§ **TRY IT**
Which lines of the entries contain the string "Right"? Copy each of them.

(Structured pose outputs)
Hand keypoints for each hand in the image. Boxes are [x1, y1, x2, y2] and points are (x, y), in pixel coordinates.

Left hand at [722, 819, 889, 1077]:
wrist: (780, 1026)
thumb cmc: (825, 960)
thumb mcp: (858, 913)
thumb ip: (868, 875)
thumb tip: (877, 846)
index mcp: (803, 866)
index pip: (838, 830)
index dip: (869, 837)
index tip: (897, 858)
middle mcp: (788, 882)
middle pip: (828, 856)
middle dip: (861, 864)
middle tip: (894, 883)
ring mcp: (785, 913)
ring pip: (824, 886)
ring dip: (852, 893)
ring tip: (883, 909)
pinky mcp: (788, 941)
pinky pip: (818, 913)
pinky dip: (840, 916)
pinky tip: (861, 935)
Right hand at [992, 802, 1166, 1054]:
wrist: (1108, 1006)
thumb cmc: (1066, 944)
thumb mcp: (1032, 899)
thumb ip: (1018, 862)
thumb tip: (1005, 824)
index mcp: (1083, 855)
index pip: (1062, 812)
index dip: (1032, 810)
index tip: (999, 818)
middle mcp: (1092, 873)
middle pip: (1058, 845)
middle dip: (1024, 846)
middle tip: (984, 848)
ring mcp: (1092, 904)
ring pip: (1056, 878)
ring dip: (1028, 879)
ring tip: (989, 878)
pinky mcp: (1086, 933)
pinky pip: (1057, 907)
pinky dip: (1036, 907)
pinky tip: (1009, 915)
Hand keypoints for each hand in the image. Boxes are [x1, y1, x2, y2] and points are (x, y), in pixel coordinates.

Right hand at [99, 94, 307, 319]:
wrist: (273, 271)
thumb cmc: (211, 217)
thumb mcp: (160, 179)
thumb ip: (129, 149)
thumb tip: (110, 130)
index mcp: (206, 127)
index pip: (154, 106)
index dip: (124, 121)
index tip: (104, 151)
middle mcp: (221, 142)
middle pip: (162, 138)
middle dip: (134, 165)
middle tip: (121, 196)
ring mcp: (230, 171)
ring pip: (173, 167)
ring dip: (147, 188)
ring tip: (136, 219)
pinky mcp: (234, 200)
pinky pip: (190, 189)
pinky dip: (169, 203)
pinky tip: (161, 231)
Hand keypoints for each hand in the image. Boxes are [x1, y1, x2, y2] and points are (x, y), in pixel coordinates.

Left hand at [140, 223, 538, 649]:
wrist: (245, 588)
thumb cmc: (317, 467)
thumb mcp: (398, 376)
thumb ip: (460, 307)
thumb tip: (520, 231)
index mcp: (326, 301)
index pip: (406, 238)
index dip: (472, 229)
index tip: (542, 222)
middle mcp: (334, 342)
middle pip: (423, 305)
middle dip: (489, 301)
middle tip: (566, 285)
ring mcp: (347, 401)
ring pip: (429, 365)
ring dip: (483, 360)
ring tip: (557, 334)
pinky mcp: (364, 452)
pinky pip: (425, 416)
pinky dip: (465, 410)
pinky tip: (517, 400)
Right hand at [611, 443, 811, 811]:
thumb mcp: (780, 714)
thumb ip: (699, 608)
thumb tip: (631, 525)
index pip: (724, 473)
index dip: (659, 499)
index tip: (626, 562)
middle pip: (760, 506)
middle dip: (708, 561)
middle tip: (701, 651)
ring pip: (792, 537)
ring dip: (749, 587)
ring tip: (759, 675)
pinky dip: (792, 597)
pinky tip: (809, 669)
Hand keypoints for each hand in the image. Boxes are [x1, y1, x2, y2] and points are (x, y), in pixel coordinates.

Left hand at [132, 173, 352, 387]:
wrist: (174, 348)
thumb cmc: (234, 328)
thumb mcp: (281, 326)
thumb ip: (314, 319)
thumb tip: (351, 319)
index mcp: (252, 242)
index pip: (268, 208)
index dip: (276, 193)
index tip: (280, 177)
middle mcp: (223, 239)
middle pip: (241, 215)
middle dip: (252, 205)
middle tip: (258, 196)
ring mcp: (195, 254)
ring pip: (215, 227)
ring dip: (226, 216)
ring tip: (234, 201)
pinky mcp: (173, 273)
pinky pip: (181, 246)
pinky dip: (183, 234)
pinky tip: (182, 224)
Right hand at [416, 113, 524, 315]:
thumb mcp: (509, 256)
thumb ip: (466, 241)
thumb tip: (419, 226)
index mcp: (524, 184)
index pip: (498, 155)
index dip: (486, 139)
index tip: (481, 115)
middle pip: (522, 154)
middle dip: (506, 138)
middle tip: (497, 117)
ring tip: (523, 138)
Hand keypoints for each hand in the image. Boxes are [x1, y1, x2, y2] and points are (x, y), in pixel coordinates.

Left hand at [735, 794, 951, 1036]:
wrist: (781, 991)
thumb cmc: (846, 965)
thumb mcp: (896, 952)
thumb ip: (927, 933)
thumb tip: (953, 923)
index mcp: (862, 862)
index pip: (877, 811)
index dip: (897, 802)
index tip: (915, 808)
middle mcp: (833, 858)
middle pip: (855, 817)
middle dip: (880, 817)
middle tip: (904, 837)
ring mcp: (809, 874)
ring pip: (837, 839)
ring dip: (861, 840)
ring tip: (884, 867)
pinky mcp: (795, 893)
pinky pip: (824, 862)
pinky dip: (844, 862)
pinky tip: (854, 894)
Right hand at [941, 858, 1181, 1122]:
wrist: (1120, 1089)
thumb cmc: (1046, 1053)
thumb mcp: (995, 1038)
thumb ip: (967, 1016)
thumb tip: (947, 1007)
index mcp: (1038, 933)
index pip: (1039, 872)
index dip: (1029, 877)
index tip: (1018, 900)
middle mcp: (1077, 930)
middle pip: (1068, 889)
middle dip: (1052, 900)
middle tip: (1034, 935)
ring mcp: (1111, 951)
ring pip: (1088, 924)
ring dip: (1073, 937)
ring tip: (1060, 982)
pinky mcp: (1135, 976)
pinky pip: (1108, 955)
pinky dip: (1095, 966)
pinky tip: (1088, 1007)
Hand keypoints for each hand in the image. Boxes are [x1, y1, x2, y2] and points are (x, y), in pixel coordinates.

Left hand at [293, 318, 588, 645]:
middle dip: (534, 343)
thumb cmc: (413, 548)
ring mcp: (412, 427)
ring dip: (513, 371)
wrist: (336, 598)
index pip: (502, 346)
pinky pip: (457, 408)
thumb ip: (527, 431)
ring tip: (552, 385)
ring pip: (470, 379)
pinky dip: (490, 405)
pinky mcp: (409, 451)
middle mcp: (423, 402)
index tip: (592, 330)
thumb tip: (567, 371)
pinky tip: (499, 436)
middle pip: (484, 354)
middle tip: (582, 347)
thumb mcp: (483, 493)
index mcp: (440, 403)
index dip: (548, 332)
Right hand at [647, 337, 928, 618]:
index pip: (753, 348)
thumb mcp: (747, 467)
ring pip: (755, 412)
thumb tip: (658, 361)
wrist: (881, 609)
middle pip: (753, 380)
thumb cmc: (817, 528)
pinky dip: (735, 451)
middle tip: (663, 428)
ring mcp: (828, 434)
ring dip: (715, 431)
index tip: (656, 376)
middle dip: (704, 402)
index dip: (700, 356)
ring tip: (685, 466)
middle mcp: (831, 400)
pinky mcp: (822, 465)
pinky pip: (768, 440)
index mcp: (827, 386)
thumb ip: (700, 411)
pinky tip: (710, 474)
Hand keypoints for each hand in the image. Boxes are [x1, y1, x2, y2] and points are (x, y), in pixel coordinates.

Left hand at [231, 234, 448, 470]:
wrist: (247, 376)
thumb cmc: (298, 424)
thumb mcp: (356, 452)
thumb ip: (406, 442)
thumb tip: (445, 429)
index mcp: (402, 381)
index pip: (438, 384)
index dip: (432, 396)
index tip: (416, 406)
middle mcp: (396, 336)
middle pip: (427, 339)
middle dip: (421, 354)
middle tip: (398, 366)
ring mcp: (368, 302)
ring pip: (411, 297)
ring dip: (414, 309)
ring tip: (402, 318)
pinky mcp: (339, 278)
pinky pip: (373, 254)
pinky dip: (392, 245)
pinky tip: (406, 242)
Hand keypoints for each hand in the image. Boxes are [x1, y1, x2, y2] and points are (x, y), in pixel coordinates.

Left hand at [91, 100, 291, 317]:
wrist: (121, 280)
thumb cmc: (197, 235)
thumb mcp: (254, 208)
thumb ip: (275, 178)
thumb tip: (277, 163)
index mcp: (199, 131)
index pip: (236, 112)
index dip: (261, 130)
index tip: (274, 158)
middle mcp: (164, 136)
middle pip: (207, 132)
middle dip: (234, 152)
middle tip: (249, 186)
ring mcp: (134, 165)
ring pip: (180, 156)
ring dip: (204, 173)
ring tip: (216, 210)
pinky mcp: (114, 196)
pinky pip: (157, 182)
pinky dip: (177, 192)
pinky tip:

§ **RESULT**
Right hand at [992, 802, 1166, 1054]:
Right hand at [99, 94, 307, 319]:
Right hand at [611, 443, 811, 811]:
Right hand at [416, 113, 524, 315]:
Right hand at [941, 858, 1181, 1122]:
Right hand at [647, 337, 928, 618]:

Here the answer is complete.